Например, Антонович в своей работе писал: «Русини мають інший ідеал — це правда, правдивість, громадська рівноправність<…> У русина віра живе чуттям інтимним. Він мало звертає уваги на обрядовість. Релігійне чуття його видається великим теплом і щирістю. До сього характерним зявляється поважання віри другого: не чіпай мого і я не займу твого <…> У великорусів головне місце займає обрядовість; вони щиро стоять за всякий, навіть дрібний обряд, букву…»1.

Деконструировать миф «особенностей», и нужно сказать — весьма убедительно, пытался еще в начале 30-х годов ХХ века украинский историк Вячеслав Заикин2. Он справедливо указывал на его народнические корни, в частности, на то обстоятельство, что созданные народнической интеллигенцией «национальные характеристики» русских и украинцев «были спроектированы на церковную историю» О. Левицким, А. Лотоцким, А. Речинским, И. Огиенко и др. Кроме того, Заикин указывал, что в основе церковно-исторической концепции Лотоцкого (и не только его — С.С.) лежит «странная и, в любом случае, недопустимая в научной работе ненависть к Великороссии»3.

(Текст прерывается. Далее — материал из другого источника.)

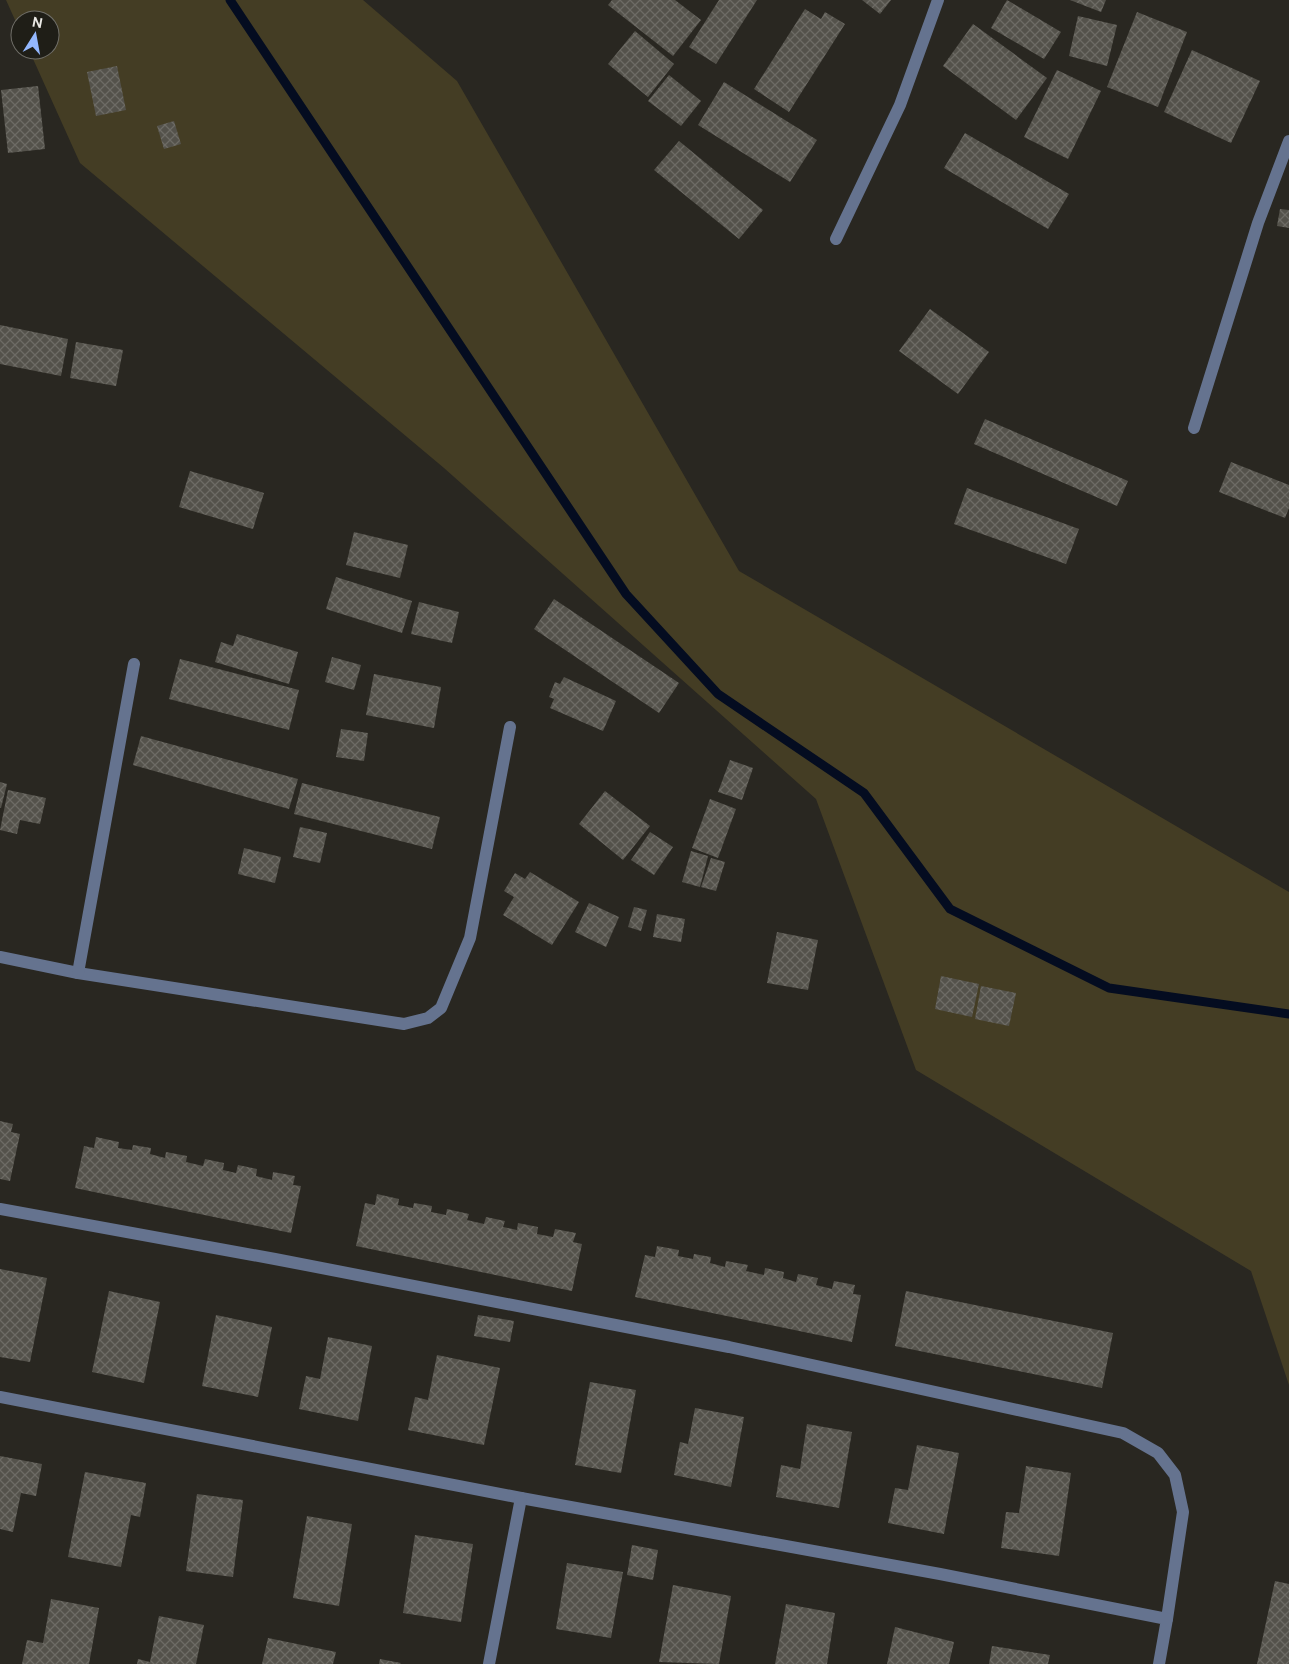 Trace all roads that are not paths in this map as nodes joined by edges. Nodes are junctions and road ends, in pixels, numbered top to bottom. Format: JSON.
{"nodes":[{"id":1,"x":938,"y":0,"type":"edge"},
{"id":2,"x":1289,"y":141,"type":"edge"},
{"id":3,"x":836,"y":239,"type":"dead end"},
{"id":4,"x":1194,"y":428,"type":"dead end"},
{"id":5,"x":134,"y":664,"type":"dead end"},
{"id":6,"x":510,"y":727,"type":"dead end"},
{"id":7,"x":0,"y":957,"type":"edge"},
{"id":8,"x":78,"y":973,"type":"junction"},
{"id":9,"x":0,"y":1209,"type":"edge"},
{"id":10,"x":0,"y":1397,"type":"edge"},
{"id":11,"x":521,"y":1498,"type":"junction"},
{"id":12,"x":1167,"y":1619,"type":"junction"},
{"id":13,"x":489,"y":1664,"type":"edge"},
{"id":14,"x":1159,"y":1664,"type":"edge"}],
"edges":[{"from":1,"to":3,"type":"street"},
{"from":2,"to":4,"type":"street"},
{"from":5,"to":8,"type":"street"},
{"from":6,"to":8,"type":"street"},
{"from":7,"to":8,"type":"street"},
{"from":9,"to":12,"type":"street"},
{"from":10,"to":11,"type":"street"},
{"from":11,"to":12,"type":"street"},
{"from":11,"to":13,"type":"street"},
{"from":12,"to":14,"type":"street"}]}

Интересно, что современная теория «особенностей» за столетие практически не изменилась: она и далее основывается на публицистических обобщениях украинских народников ХІХ века, для которых богословско-догматические вопросы были второстепенными.

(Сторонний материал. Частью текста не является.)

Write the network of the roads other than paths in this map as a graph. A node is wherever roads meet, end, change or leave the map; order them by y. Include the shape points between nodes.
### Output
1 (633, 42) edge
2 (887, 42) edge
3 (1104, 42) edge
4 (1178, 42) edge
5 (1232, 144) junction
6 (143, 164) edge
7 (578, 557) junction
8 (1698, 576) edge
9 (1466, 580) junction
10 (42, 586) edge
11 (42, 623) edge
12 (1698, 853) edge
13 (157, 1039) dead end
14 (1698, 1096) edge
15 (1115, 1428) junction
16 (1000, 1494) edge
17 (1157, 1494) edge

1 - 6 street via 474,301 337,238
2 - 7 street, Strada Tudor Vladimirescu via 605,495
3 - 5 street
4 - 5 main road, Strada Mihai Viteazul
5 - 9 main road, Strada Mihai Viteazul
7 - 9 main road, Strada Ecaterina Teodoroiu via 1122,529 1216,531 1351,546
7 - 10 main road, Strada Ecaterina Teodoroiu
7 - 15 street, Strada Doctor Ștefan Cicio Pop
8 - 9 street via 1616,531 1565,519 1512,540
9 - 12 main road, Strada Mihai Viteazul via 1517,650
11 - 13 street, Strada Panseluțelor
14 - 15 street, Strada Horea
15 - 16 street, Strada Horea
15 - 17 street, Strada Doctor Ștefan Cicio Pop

Большинство авторов, пишущих об «особенностях», выстраивает свой нарратив телеологически: украинская церковная автокефалия, как конечная цель, определяет оценки религиозных процессов, принципы отбора источников, апологетический стиль изложения. Особую роль в этих схемах играет противопоставление украинского и русского православия. Практически все авторы убеждены в том, что украинское православие является недогматическим, либеральным, демократическим, сентиментальным, веротерпимым, сугубо духовным и индивидуалистическим (некоторые к этому списку добавляют «софийность» и «евангеличность»). Все эти качества были «задушены» русским православием: догматическим, обрядоверческим, казенным, формальным, общинным, недемократическим, нетерпимым и т.д.

Тезис понятный, красивый и патриотический. В его основании лежит все та же «ненависть к Великороссии». Однако, когда дело доходит до исследовательской работы с источниками, оказывается, что последствия поисков своеобразия украинского православия в научном плане весьма скромные. Приведу несколько примеров.

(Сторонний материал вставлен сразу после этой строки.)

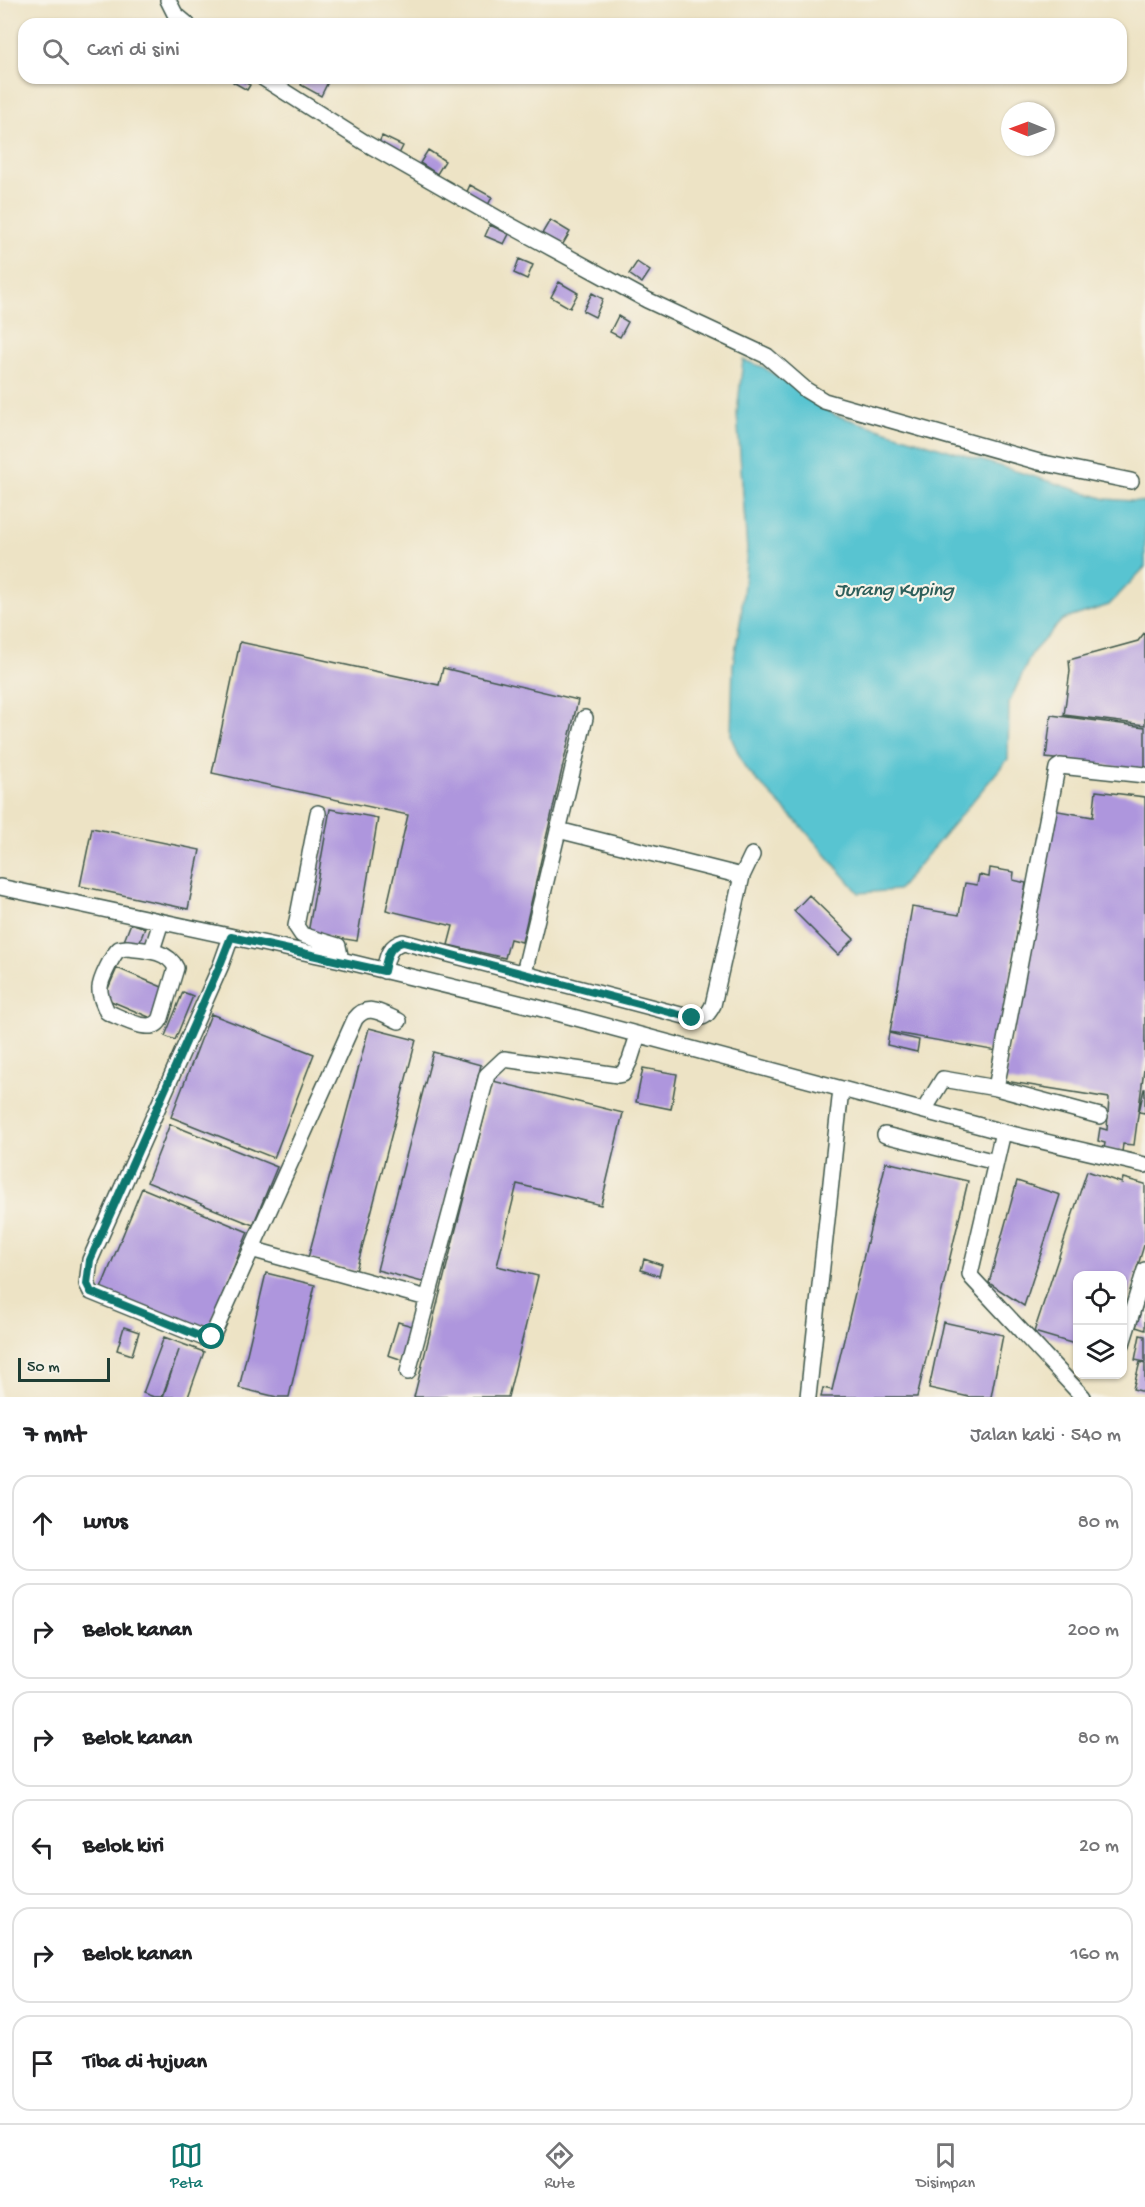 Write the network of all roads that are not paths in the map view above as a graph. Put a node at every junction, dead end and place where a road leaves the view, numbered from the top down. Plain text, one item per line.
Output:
1 (168, 0) edge
2 (180, 18) edge
3 (272, 84) edge
4 (1131, 481) dead end
5 (585, 718) dead end
6 (1145, 775) edge
7 (318, 813) dead end
8 (558, 830) junction
9 (752, 855) dead end
10 (742, 876) junction
11 (0, 887) edge
12 (161, 922) junction
13 (231, 937) junction
14 (153, 950) junction
15 (341, 960) junction
16 (384, 971) junction
17 (524, 973) junction
18 (399, 1021) dead end
19 (638, 1035) junction
20 (996, 1088) junction
21 (841, 1089) junction
22 (924, 1110) junction
23 (1100, 1116) dead end
24 (1003, 1132) junction
25 (885, 1135) dead end
26 (996, 1162) junction
27 (1145, 1165) edge
28 (251, 1249) junction
29 (1145, 1270) edge
30 (427, 1298) junction
31 (1127, 1328) edge
32 (408, 1372) dead end
33 (808, 1397) edge
34 (1083, 1397) edge

1 - 2 street
3 - 4 street
5 - 8 street
6 - 20 street
7 - 15 street
8 - 10 street
8 - 17 street
9 - 10 street
10 - 17 street
11 - 12 street
12 - 13 street
12 - 14 street
13 - 15 street
13 - 28 street
14 - 14 street
15 - 16 street
16 - 17 street
16 - 19 street
18 - 28 street
19 - 21 street
19 - 30 street
20 - 22 street
20 - 23 street
21 - 22 street
21 - 33 street
22 - 24 street
24 - 26 street
24 - 27 street
25 - 26 street
26 - 34 street
28 - 30 street
29 - 31 street
30 - 32 street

Игорь Лыман, изучая религиозность запорожских казаков, приходит к выводу, что украинские обряды и традиции «несколько отличались от русских», «религиозная литература, которая печаталась в украинских типографиях несколько отличалась от русской в трактовке догм православия», «процедура исполнения многих христианских обрядов на Запорожье несколько отличалась от той, которая была распространена в других регионах России», а «оригинальная» религиозность казаков «отличалась от любой другой»4.

По мнению исследователя, украинцам было тесно в рамках официального православия, поэтому они, стремясь к духовности, постоянно протестуют против канонов и догматов, якобы эту духовность угнетающих. Какие именно каноны и догматы угнетали украинцев, он не сообщает. Вместо этого утверждается, что русские верили в Бога неискренно (очевидно, из-за любви к канонам, обрядам и догматам), а украинцы — искренно5. Каким образом измерялась искренность религиозного чувства автор решил сохранить в тайне, возможно этот тезис нужен был для того, чтобы вывести из нелюбви украинцев к канонам появление сектантства на юге Украины6. Критерий, предложенный для оценки религиозности, парадоксален: чем более равнодушен человек к Церкви, тем он религиознее; чем реже прихожанин посещает храм, и чем меньше церковных требований исполняет, тем он духовнее.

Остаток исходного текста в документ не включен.